Сторож брату своему (Медведевич) - страница 293

А Фазлуи принялся тереть бирюзу своего перстенька – несведущему глазу тот представлялся дешевой безделушкой. Плохое, нечистое серебро, грубоватая зернь оправы, плоский мелкий камушек – такой поделке даник цена, никто не позарится и другой раз не глянет.

– Выходи, сволочь! – строго приказал сабеец.

И требовательно постучал длинным ногтем по лазоревому кругляшику бирюзы.

Где-то под потолком щелкнуло. Запахи сырости и цветов – пруд давно не чистили, и вода изрядно пованивала на этой жаре – перебила грозовая свежесть.

– Вылезай, – спокойно сказал Фазлуи. – Попробуй мне покобениться – запру в кувшин и снова кину в реку, еще четыреста лет поплаваешь, глядишь, научишься манерам.

Из перстня стрельнул тонкий язычок пламени, и на ковре мгновенно расползлось черное жженое пятно.

В его середине сидела и ярко светилась маленькая, с ладонь, саламандра.

– Кыш на мрамор! – рявкнул маг и щелкнул ящерицу по морде.

Та мгновенно узмеилась с ковра и застыла на голом полу, наставив мордочку на хозяина. Золотистые пятна на блестящей черной коже казались объемными – от них поднимался свет и ощутимое даже за несколько шагов тепло. Марид. Точнее, огневушка. Обычное дело: кто-то развлекался магическими штучками, а потом забросил опечатанный кувшин в Тиджр. Рыбак выловил посудину с тиной и прочим хламом и по недомыслию открыл.

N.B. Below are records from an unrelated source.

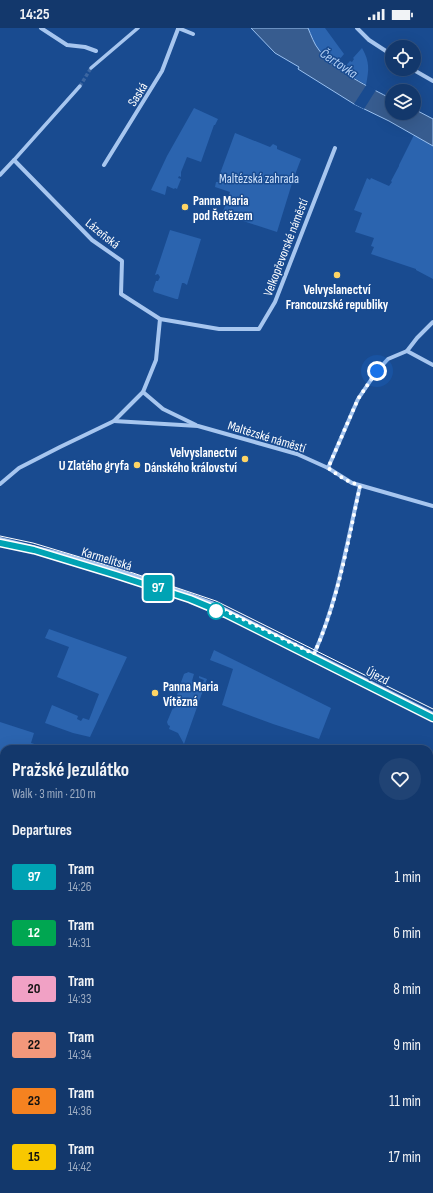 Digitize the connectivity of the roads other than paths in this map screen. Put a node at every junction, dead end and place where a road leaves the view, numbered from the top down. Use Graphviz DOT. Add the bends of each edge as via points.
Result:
graph roads {
  1 [pos="138,28"];
  2 [pos="178,28"];
  3 [pos="357,28"];
  4 [pos="43,29"];
  5 [pos="193,34"];
  6 [pos="385,50"];
  7 [pos="96,51"];
  8 [pos="91,68"];
  9 [pos="421,75"];
  10 [pos="433,82"];
  11 [pos="80,86"];
  12 [pos="335,148"];
  13 [pos="14,160"];
  14 [pos="104,164"];
  15 [pos="0,175"];
  16 [pos="160,319"];
  17 [pos="433,322"];
  18 [pos="259,329"];
  19 [pos="407,351"];
  20 [pos="433,365"];
  21 [pos="143,392"];
  22 [pos="114,421"];
  23 [pos="198,426"];
  24 [pos="328,468"];
  25 [pos="0,484"];
  26 [pos="360,486"];
  27 [pos="433,506"];
  28 [pos="0,539"];
  29 [pos="314,654"];
  30 [pos="433,714"];
  1 -- 8 [label="street"];
  2 -- 5 [label="street, Saská"];
  2 -- 14 [label="street, Saská" via="162,71"];
  3 -- 6 [label="street"];
  4 -- 7 [label="street" via="67,45"];
  9 -- 10 [label="street"];
  11 -- 13 [label="street"];
  12 -- 18 [label="street, Velkopřevorské náměstí" via="275,302"];
  13 -- 15 [label="street"];
  13 -- 16 [label="street, Lázeňská" via="92,240 122,261 121,294"];
  16 -- 18 [label="street, Lázeňská" via="219,329"];
  16 -- 21 [label="street" via="156,360"];
  17 -- 19 [label="street"];
  19 -- 20 [label="street"];
  19 -- 24 [label="street" via="388,359 358,399"];
  21 -- 22 [label="street"];
  21 -- 23 [label="street, Maltézské náměstí" via="163,408"];
  22 -- 23 [label="street, Maltézské náměstí"];
  22 -- 25 [label="street" via="19,468"];
  23 -- 24 [label="street, Maltézské náměstí" via="297,454"];
  24 -- 26 [label="street, Maltézské náměstí"];
  26 -- 27 [label="street, Maltézské náměstí"];
  26 -- 29 [label="street" via="342,570"];
  28 -- 29 [label="street, Karmelitská" via="62,554 192,595"];
  29 -- 30 [label="street, Újezd"];
} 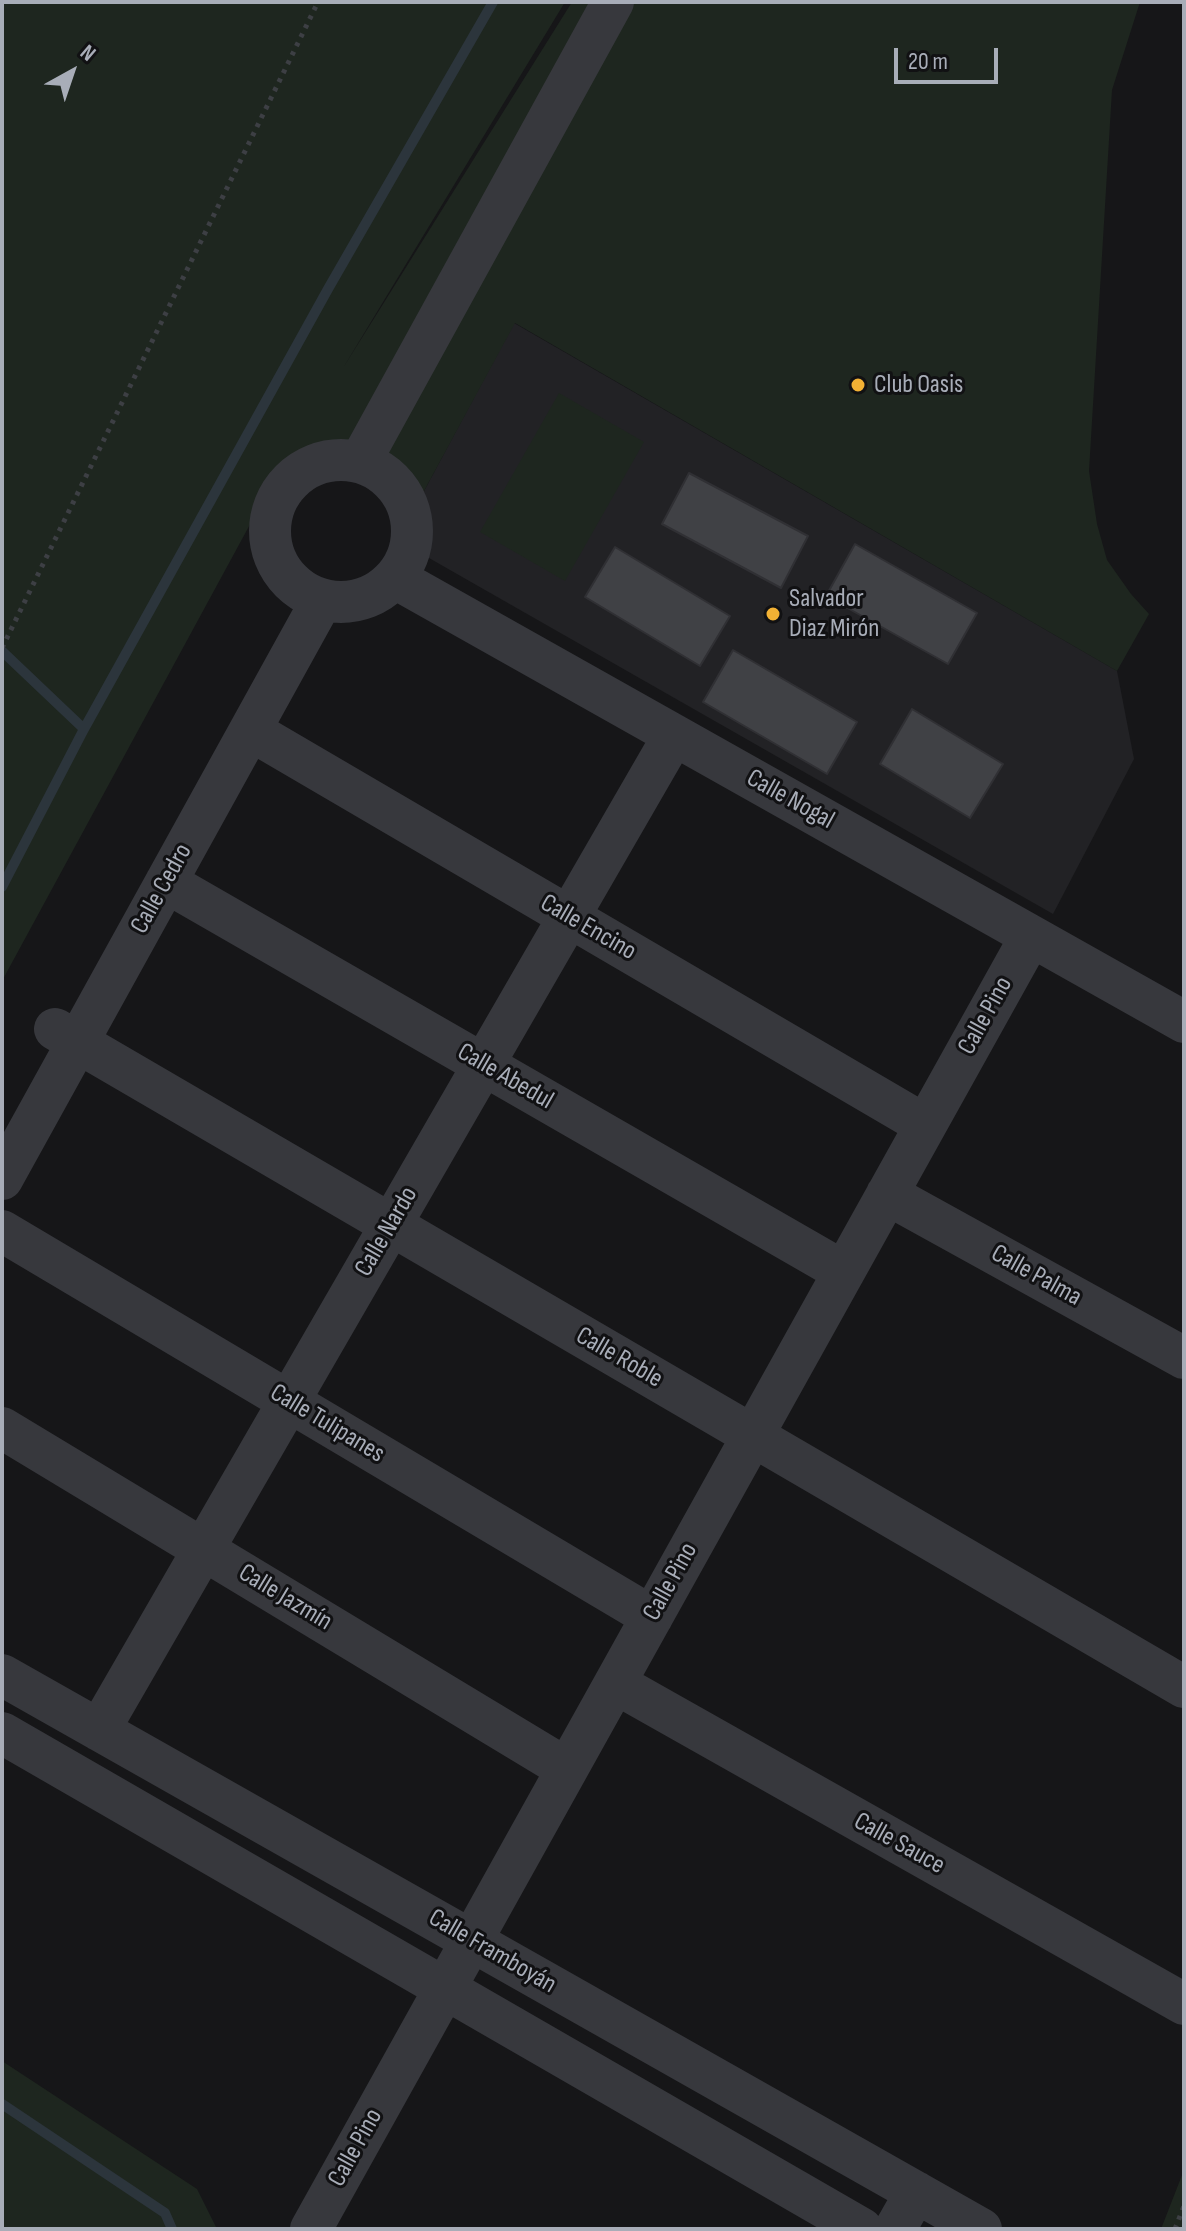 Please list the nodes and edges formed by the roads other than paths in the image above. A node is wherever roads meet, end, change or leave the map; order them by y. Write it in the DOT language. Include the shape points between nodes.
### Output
graph roads {
  1 [pos="613,2"];
  2 [pos="360,462"];
  3 [pos="395,578"];
  4 [pos="311,595"];
  5 [pos="250,730"];
  6 [pos="674,735"];
  7 [pos="166,882"];
  8 [pos="569,917"];
  9 [pos="1031,936"];
  10 [pos="1184,1022"];
  11 [pos="66,1036"];
  12 [pos="484,1064"];
  13 [pos="2,1123"];
  14 [pos="925,1125"];
  15 [pos="2,1179"];
  16 [pos="887,1194"];
  17 [pos="391,1225"];
  18 [pos="2,1231"];
  19 [pos="844,1272"];
  20 [pos="1184,1358"];
  21 [pos="289,1401"];
  22 [pos="2,1428"];
  23 [pos="753,1436"];
  24 [pos="203,1549"];
  25 [pos="652,1617"];
  26 [pos="2,1675"];
  27 [pos="615,1683"];
  28 [pos="1184,1687"];
  29 [pos="99,1730"];
  30 [pos="2,1733"];
  31 [pos="567,1769"];
  32 [pos="472,1940"];
  33 [pos="445,1988"];
  34 [pos="1184,2004"];
  35 [pos="916,2192"];
  36 [pos="311,2229"];
  37 [pos="862,2229"];
  38 [pos="895,2229"];
  39 [pos="981,2229"];
  1 -- 2 [label="street"];
  2 -- 3 [label="street" via="387,476 408,507 411,544"];
  2 -- 4 [label="street" via="316,463 287,483 275,501 272,552 286,578"];
  3 -- 4 [label="street" via="365,599 347,602"];
  3 -- 6 [label="street, Calle Nogal"];
  4 -- 5 [label="street, Calle Cedro"];
  4 -- 11 [label="street, Calle Cedro"];
  5 -- 7 [label="street, Calle Cedro"];
  5 -- 8 [label="street, Calle Encino"];
  6 -- 8 [label="street, Calle Nardo"];
  6 -- 9 [label="street, Calle Nogal"];
  7 -- 11 [label="street, Calle Cedro"];
  7 -- 12 [label="street, Calle Abedul"];
  8 -- 12 [label="street, Calle Nardo"];
  8 -- 14 [label="street, Calle Encino"];
  9 -- 10 [label="street, Calle Nogal"];
  9 -- 14 [label="street, Calle Pino"];
  11 -- 13 [label="street, Calle Cedro"];
  11 -- 15 [label="street, Calle Cedro"];
  11 -- 17 [label="street, Calle Roble"];
  12 -- 17 [label="street, Calle Nardo"];
  12 -- 19 [label="street, Calle Abedul"];
  14 -- 16 [label="street, Calle Pino"];
  16 -- 19 [label="street, Calle Pino"];
  16 -- 20 [label="street, Calle Palma"];
  17 -- 21 [label="street, Calle Nardo"];
  17 -- 23 [label="street, Calle Roble"];
  18 -- 21 [label="street, Calle Tulipanes"];
  19 -- 23 [label="street, Calle Pino"];
  21 -- 24 [label="street, Calle Nardo"];
  21 -- 25 [label="street, Calle Tulipanes"];
  22 -- 24 [label="street, Calle Jazmín"];
  23 -- 25 [label="street, Calle Pino"];
  23 -- 28 [label="street, Calle Roble"];
  24 -- 29 [label="street, Calle Nardo"];
  24 -- 31 [label="street, Calle Jazmín"];
  25 -- 27 [label="street, Calle Pino"];
  26 -- 29 [label="street, Calle Framboyán"];
  27 -- 31 [label="street, Calle Pino"];
  27 -- 34 [label="street, Calle Sauce"];
  29 -- 32 [label="street, Calle Framboyán"];
  30 -- 33 [label="street"];
  31 -- 32 [label="street, Calle Pino"];
  32 -- 33 [label="street, Calle Pino"];
  32 -- 35 [label="street, Calle Framboyán"];
  33 -- 36 [label="street, Calle Pino"];
  33 -- 37 [label="street"];
  35 -- 38 [label="street"];
  35 -- 39 [label="street, Calle Framboyán"];
}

Хорошо, вокруг народу было мало, под утро у мостов мало кто ходит. Еще хорошо, что мост был из временных: настил на связанных борт к борту лодках сгорел – не жалко. А еще лучше, что Фазлуи тогда был в столице, гостил у своих в квартале ас-Саба – времена были строгие, язычникам еще не позволяли селиться рядом с правоверными. Марида он заклял, запечатав послушанием и связав обликом, и с тех пор служил в должности придворного астролога Мараджил.

Саламандра между тем постреливала тонким язычком, высовывая и убирая его в крохотную красную пасть. Сквозь затягивавший арки красный шелк пробивалось утреннее солнце, и сумрак на галерее отливал алым. В просеянном сквозь ткань свете мрамор пола казался плохо отмытым от налетевшего песка, а саламандра – подсвеченной изнутри игрушкой-курильницей.

– Покажи мне хозяина этой вещи, о Яман, – тихо приказал мариду Фазлуи и кивнул на таз.

Мараджил пришлось пересесть поближе, чтобы заглянуть в круглое оконце воды. Там всплывала желтая, колышущаяся сухостоем степь, и свернутая на дне цепочка тонула в красках. С трудом оторвавшись от проступающего в воде, Мараджил обернулась к занавесу во внутренние комнаты. И со вздохом прикрылась шарфом по самые глаза.